AIM OF THE TASK ->
Print, exactly as they appear in the listing below, the lines from the line with "middle dip: (351, 265)" to the line with "pinky tip: (367, 330)", with both end lines kept.

INFORMATION SHOWN ->
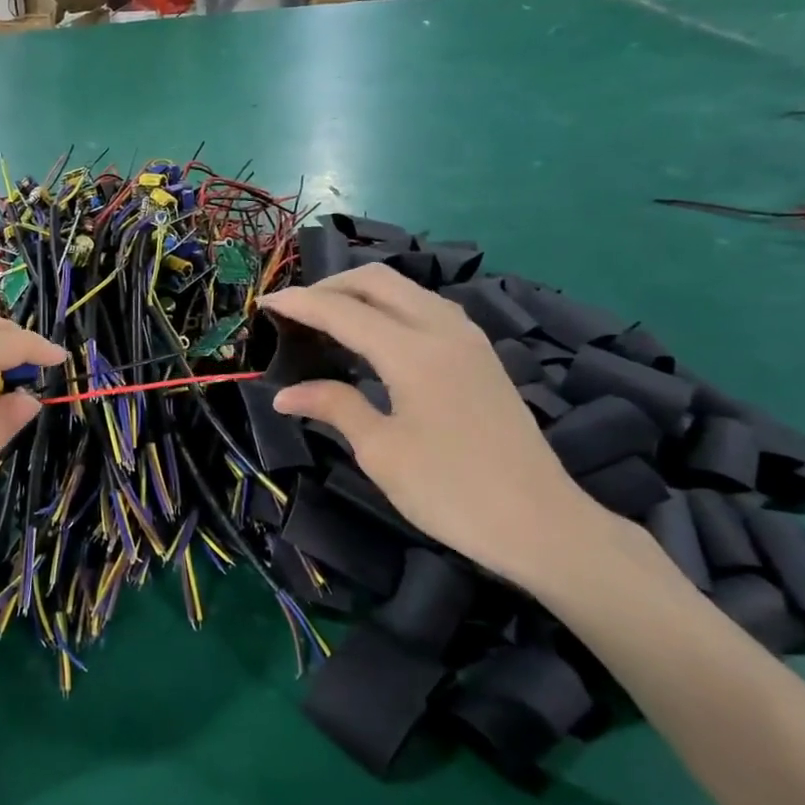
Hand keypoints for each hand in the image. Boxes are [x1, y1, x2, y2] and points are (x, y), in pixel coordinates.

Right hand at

---

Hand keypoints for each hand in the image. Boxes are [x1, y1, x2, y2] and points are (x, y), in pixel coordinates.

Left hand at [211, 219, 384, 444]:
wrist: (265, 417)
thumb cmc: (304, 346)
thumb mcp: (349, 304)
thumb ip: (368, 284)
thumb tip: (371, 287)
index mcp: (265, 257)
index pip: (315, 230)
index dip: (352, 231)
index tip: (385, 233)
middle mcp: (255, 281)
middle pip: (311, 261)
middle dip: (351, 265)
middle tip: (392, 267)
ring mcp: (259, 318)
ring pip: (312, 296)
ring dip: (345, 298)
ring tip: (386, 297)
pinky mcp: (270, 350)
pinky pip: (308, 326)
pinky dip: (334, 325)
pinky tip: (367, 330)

* * *

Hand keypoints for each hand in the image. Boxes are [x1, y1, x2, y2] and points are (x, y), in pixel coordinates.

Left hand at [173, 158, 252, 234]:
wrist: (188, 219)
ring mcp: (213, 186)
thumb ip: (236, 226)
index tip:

EXERCISE ANSWER ->
middle dip: (351, 265)
middle tip: (392, 267)
ring mcp: (259, 318)
ring pip: (312, 296)
ring dip: (345, 298)
ring tip: (386, 297)
pinky mcp: (270, 350)
pinky pip: (308, 326)
pinky dip: (334, 325)
pinky tip: (367, 330)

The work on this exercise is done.